# Work instructions
The word "Write" occurs in some lines of the listing. Copy those lines.

# The input
--

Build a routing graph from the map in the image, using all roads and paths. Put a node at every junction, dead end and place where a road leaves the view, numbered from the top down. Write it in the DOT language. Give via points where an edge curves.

--

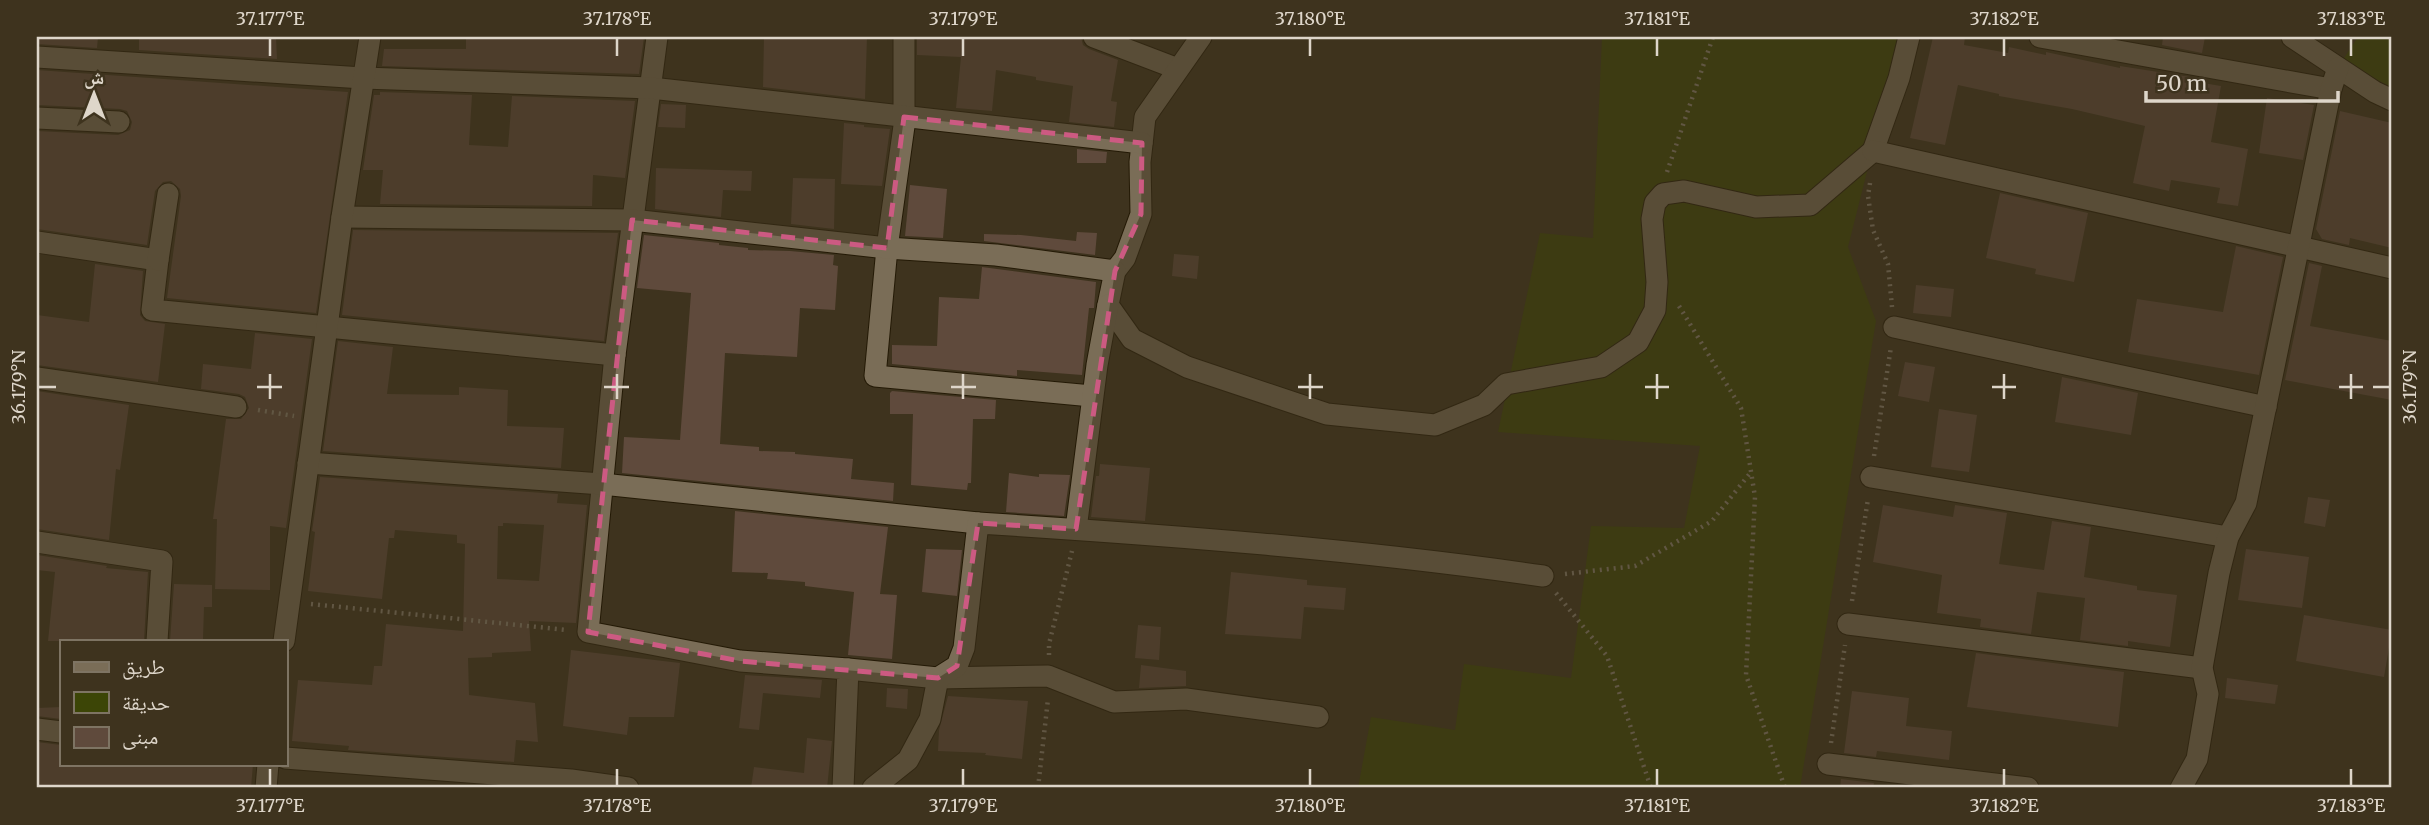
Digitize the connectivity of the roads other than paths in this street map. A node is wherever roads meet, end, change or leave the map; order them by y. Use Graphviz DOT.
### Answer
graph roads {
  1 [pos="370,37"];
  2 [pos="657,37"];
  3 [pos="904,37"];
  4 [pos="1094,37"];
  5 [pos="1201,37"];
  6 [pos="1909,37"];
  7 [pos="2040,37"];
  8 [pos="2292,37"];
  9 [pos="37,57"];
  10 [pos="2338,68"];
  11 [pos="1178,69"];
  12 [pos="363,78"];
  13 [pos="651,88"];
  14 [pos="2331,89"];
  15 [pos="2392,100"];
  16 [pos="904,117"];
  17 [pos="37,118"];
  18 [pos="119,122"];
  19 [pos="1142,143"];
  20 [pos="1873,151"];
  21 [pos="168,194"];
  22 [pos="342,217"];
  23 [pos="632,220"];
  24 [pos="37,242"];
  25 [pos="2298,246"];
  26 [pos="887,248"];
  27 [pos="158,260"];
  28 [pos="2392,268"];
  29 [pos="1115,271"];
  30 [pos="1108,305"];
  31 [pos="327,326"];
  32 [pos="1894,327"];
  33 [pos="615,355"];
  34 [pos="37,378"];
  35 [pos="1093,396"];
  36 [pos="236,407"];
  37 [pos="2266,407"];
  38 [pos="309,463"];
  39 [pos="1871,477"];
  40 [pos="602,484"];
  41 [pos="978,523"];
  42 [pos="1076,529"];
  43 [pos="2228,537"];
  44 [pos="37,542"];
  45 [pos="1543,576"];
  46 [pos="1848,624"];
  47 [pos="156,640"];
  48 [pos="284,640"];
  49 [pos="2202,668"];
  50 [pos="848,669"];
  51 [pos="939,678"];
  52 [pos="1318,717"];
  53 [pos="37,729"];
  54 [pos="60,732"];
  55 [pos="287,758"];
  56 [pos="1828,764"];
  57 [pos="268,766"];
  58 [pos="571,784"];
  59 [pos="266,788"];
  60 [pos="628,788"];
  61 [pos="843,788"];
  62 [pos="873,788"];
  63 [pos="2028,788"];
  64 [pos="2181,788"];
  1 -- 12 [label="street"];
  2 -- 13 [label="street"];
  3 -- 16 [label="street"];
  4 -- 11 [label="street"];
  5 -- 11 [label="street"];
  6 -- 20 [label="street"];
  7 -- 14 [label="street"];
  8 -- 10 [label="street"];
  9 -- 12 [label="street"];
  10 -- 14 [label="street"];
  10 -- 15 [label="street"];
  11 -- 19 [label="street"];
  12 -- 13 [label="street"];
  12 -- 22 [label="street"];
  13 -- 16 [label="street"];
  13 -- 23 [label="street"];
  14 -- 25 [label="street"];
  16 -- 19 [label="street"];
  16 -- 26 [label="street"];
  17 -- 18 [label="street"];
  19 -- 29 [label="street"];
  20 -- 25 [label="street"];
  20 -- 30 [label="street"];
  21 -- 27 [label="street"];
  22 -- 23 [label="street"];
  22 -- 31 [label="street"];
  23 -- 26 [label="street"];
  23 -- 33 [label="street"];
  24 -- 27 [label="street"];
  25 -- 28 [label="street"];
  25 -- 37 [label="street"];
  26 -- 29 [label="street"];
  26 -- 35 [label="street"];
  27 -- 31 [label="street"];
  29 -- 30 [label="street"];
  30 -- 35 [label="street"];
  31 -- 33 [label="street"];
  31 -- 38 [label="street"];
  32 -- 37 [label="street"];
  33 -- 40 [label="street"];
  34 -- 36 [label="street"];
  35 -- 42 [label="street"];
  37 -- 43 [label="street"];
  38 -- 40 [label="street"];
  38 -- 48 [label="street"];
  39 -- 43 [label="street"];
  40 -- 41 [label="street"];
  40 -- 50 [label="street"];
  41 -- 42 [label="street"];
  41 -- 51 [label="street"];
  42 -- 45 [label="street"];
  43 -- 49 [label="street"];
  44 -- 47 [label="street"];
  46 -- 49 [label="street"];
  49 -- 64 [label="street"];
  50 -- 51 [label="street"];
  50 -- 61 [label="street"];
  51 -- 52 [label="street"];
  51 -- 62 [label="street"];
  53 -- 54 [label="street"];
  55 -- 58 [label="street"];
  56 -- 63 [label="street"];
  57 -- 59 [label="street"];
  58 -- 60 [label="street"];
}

--

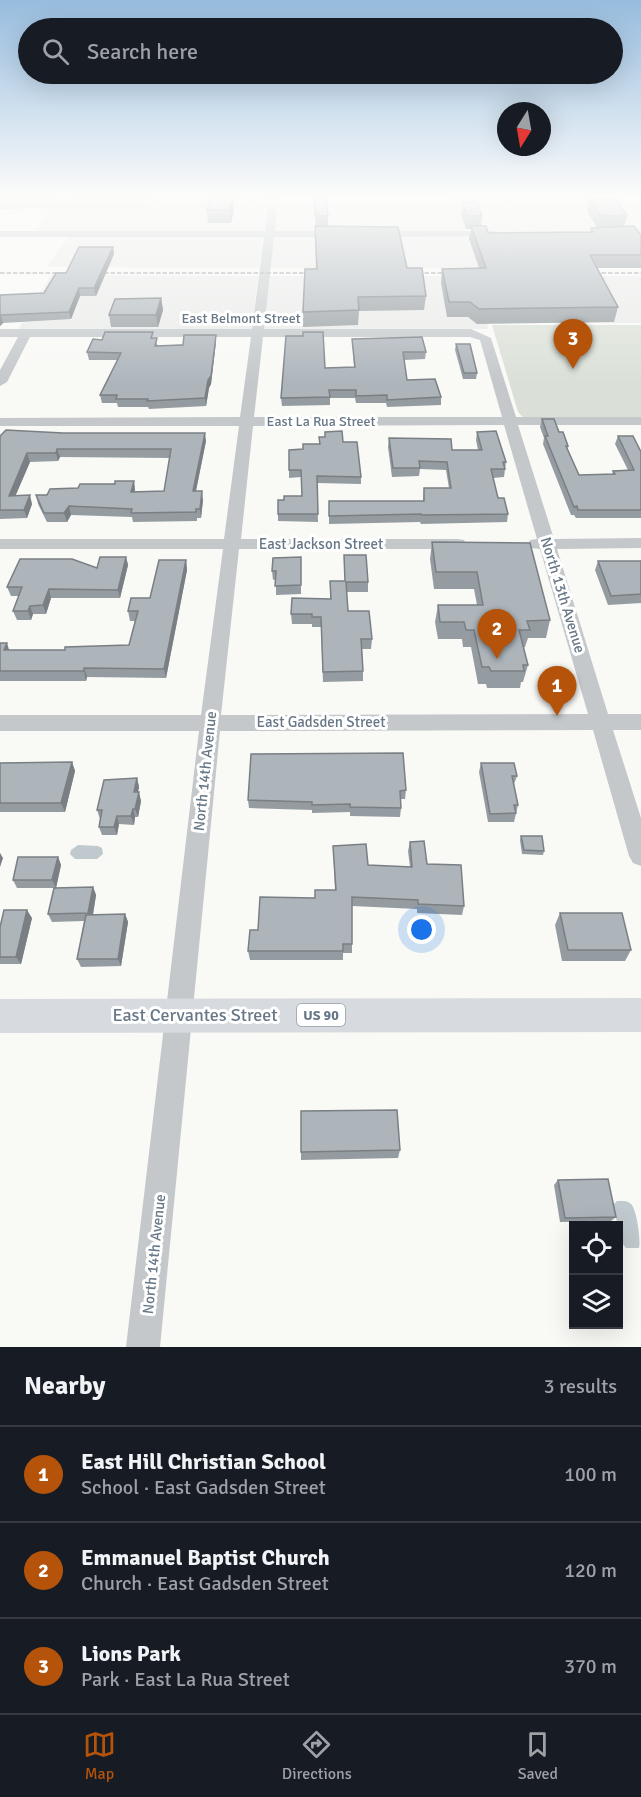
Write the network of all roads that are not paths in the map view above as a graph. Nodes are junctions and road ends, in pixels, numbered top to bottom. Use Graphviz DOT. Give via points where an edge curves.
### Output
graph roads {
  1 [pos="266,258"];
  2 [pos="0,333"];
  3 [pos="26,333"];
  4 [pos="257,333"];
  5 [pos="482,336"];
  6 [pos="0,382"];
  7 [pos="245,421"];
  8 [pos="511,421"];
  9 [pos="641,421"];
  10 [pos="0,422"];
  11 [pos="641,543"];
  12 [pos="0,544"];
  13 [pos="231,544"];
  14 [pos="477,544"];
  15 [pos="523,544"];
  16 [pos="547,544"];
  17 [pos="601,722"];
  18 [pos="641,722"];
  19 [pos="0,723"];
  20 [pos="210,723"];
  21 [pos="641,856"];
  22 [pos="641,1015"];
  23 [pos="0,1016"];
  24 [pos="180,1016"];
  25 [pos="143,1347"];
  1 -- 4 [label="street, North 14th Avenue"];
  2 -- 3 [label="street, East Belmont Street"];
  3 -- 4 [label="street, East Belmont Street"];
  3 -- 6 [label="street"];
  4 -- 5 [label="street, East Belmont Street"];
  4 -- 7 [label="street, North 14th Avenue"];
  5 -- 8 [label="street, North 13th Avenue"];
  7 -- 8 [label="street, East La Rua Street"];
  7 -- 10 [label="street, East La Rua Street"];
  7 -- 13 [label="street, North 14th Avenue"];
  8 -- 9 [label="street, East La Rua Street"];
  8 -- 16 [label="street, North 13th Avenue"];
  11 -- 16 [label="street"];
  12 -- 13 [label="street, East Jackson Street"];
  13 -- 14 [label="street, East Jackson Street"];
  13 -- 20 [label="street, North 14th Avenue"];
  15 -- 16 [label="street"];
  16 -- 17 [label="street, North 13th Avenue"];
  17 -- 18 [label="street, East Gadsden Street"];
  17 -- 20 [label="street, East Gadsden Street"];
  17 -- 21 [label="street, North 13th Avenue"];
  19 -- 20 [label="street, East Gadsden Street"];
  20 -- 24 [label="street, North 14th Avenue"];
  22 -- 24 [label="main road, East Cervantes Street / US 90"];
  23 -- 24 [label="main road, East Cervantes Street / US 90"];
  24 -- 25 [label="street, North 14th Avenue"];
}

--

# Answer to this exercise
Build a routing graph from the map in the image, using all roads and paths. Put a node at every junction, dead end and place where a road leaves the view, numbered from the top down. Write it in the DOT language. Give via points where an edge curves.
Write the network of all roads that are not paths in the map view above as a graph. Nodes are junctions and road ends, in pixels, numbered top to bottom. Use Graphviz DOT. Give via points where an edge curves.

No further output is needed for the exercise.